> _ACTION ITEM_
Without the pictures, give every record again exactly.

··· LISTED ENTRIES

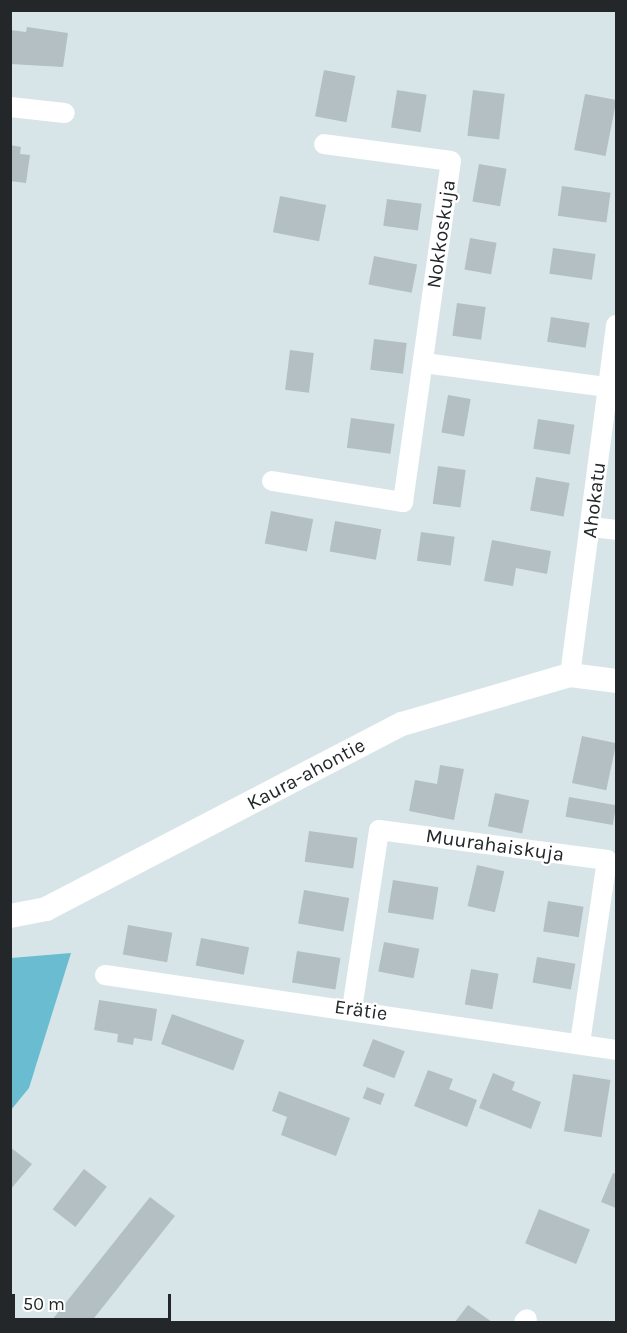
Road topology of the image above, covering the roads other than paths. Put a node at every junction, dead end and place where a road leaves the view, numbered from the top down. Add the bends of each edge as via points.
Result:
1 (10, 107) edge
2 (65, 113) dead end
3 (324, 144) dead end
4 (616, 325) edge
5 (424, 363) junction
6 (607, 387) junction
7 (272, 481) dead end
8 (592, 527) junction
9 (616, 530) edge
10 (570, 675) junction
11 (616, 681) edge
12 (10, 916) edge
13 (105, 975) dead end
14 (352, 1009) junction
15 (580, 1042) junction
16 (616, 1050) edge

1 - 2 street
3 - 5 street, Nokkoskuja via 451,161
4 - 6 street, Ahokatu
5 - 6 street
5 - 7 street, Nokkoskuja via 403,502
6 - 8 street, Ahokatu
8 - 9 street
8 - 10 street, Ahokatu
10 - 11 street, Kaura-ahontie
10 - 12 street, Kaura-ahontie via 402,724 46,909
13 - 14 street, Erätie
14 - 15 street, Erätie
14 - 15 street, Muurahaiskuja via 379,830 607,860
15 - 16 street, Erätie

······

> _EXPECTED ANSWER_
Road topology of the image above, covering the roads other than paths. Put a node at every junction, dead end and place where a road leaves the view, numbered from the top down. Add the bends of each edge as via points.
Result:
1 (10, 107) edge
2 (65, 113) dead end
3 (324, 144) dead end
4 (616, 325) edge
5 (424, 363) junction
6 (607, 387) junction
7 (272, 481) dead end
8 (592, 527) junction
9 (616, 530) edge
10 (570, 675) junction
11 (616, 681) edge
12 (10, 916) edge
13 (105, 975) dead end
14 (352, 1009) junction
15 (580, 1042) junction
16 (616, 1050) edge

1 - 2 street
3 - 5 street, Nokkoskuja via 451,161
4 - 6 street, Ahokatu
5 - 6 street
5 - 7 street, Nokkoskuja via 403,502
6 - 8 street, Ahokatu
8 - 9 street
8 - 10 street, Ahokatu
10 - 11 street, Kaura-ahontie
10 - 12 street, Kaura-ahontie via 402,724 46,909
13 - 14 street, Erätie
14 - 15 street, Erätie
14 - 15 street, Muurahaiskuja via 379,830 607,860
15 - 16 street, Erätie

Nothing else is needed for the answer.